America’s civil discourse is in a sorry state. Unless we learn another way to engage each other, it will only get uglier.

An inferno of anger is burning beneath the surface of America’s consciousness. It shows up in lava spewed by the shrieking voices of primary-election winners with no ideas and no solutions other than getting rid of taxes and government — candidates whom voters had rejected as irrational extremists in their previous runs for elected office. In extreme times the extremists get the votes. The fire that’s in us erupts in a volcano of anger over fear of something we’ve lost or about to lose.
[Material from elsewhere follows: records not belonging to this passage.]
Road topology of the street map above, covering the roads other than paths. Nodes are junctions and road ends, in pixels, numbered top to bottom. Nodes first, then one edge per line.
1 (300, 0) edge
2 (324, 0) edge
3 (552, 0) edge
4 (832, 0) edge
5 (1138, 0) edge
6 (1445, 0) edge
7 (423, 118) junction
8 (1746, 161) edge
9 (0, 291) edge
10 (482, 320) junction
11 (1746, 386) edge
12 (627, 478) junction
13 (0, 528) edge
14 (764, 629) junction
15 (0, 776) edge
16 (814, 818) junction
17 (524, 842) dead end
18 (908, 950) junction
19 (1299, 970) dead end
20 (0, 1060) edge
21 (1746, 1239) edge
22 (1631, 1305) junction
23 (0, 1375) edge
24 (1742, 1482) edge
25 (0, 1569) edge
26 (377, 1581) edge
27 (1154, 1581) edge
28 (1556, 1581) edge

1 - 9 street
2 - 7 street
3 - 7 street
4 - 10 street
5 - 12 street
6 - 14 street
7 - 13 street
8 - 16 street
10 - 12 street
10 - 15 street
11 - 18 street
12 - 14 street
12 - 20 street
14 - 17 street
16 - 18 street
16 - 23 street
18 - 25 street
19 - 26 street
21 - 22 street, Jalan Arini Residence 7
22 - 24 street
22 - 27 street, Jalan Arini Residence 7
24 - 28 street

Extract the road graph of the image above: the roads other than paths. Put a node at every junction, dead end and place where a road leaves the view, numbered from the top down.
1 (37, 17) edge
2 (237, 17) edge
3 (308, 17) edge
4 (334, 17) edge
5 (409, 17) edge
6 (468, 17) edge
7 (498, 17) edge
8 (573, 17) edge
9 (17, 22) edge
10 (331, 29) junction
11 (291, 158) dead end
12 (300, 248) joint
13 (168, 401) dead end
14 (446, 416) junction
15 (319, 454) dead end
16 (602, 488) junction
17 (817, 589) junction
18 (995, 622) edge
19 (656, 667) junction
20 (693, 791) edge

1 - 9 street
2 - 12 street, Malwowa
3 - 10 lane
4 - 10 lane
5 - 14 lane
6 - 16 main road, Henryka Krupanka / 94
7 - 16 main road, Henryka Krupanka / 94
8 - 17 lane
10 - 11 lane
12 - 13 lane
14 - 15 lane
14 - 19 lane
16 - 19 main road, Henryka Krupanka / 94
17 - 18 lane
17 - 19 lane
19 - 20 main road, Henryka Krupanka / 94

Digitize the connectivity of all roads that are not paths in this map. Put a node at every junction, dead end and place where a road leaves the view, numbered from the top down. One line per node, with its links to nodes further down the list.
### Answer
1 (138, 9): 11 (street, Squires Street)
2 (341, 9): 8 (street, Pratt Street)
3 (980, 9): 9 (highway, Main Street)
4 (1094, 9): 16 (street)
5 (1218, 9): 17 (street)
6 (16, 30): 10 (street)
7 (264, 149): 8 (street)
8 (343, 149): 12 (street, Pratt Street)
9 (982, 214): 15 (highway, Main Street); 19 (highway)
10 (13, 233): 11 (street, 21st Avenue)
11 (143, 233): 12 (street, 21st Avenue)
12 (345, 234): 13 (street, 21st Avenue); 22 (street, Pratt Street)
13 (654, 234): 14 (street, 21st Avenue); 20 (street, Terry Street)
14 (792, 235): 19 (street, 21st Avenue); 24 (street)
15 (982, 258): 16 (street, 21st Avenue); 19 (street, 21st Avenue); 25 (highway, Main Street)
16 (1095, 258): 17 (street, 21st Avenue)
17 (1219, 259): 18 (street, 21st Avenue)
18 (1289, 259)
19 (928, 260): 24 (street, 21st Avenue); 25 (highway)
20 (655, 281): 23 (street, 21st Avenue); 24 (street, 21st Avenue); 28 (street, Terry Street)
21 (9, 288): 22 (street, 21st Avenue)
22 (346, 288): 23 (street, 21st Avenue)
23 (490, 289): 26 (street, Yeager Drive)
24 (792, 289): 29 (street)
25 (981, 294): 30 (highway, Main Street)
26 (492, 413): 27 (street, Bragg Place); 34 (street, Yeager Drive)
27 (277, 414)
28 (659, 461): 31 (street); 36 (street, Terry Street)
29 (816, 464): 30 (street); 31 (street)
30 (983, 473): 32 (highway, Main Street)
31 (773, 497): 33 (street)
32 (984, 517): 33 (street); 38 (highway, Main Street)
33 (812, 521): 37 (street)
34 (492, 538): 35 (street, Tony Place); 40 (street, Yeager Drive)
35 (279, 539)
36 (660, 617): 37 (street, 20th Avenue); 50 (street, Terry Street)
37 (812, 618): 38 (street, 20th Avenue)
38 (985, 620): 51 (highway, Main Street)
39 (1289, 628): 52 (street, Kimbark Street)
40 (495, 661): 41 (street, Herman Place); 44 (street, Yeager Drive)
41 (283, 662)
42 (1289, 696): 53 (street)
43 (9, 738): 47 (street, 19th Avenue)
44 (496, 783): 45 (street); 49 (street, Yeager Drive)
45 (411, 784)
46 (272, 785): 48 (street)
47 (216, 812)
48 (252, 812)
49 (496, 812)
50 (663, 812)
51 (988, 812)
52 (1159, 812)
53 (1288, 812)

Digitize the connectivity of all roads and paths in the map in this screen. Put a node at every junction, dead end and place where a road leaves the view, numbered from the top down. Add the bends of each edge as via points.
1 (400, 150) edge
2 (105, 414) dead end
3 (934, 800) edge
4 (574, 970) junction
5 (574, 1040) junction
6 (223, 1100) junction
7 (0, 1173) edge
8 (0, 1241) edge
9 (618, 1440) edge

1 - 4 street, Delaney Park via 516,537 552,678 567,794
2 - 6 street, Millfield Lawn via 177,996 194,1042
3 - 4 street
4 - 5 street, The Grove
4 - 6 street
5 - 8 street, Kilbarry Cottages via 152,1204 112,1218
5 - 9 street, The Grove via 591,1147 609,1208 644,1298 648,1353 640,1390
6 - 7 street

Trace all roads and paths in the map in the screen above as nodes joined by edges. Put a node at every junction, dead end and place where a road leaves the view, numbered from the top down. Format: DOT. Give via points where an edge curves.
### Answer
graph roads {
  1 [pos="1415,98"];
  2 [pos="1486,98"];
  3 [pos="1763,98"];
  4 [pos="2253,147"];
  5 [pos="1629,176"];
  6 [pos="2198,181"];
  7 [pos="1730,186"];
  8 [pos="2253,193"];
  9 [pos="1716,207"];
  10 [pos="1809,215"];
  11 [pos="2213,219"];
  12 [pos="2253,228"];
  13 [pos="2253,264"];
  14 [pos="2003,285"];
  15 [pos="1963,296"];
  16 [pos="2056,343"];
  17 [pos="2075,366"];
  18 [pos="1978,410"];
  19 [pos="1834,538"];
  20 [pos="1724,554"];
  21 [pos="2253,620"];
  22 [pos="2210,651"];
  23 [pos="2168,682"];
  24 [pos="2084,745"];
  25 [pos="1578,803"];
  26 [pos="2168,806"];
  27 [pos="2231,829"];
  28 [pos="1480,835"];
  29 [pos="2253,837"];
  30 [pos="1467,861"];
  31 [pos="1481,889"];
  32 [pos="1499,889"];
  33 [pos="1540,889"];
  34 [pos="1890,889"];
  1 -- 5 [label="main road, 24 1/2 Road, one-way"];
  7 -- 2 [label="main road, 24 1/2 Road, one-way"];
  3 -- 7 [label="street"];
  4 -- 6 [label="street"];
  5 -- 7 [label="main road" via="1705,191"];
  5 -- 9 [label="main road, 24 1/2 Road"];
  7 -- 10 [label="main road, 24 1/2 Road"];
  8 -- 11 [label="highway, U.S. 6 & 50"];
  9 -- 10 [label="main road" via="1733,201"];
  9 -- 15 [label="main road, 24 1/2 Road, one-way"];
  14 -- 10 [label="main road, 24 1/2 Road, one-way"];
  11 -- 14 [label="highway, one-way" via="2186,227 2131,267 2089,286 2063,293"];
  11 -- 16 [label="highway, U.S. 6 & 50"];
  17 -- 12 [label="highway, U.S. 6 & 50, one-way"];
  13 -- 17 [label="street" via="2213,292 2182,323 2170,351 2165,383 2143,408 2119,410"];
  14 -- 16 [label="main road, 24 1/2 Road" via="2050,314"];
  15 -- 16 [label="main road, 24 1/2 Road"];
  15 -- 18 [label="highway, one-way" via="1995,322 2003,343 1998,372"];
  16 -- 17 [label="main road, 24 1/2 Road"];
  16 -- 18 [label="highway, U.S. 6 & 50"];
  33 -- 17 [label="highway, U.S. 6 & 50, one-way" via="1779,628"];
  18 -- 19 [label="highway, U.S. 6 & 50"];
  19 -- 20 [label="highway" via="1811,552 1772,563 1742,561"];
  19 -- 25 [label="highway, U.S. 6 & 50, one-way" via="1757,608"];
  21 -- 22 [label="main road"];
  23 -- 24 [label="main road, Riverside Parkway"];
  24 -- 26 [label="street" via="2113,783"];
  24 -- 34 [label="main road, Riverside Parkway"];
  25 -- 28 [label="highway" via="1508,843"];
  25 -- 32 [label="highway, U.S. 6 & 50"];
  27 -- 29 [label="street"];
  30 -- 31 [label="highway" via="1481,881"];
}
We’re street brawling over what kind of America we will be, and “Can’t we all just get along?” — the plea of Rodney King as he witnessed the Los Angeles riots after the “innocent” verdict exonerating the police officers whose beatings of him had been aired repeatedly on national television — is long forgotten. Or perhaps it is regarded as the uninformed compromising view of those who want to compromise with evil — national traitors or religious heretics.

This is not new. This lava erupted in the trial of Anne Hutchinson (1637), banished by the court of the Massachusetts Bay Colony as “a woman not fit for our society” who, when banished, co-founded the State of Rhode Island. It erupted in the execution of Mary Dwyer, a Quaker burned at the stake for heresy in 1670 for her unorthodox beliefs, and then in the Salem Witch Trial, the inspiration for Sen. Joseph McCarthy’s unscrupulous search for hidden Communists.

Demagoguery rises
In those epochs of our history, demagoguery replaced politics as the art of compromise, as it often does now. One does not compromise with the enemy; one eliminates him. Rodney King’s plea to all get along is dismissed as the way of the ill-informed, cowards, heretics and Anti-Americans.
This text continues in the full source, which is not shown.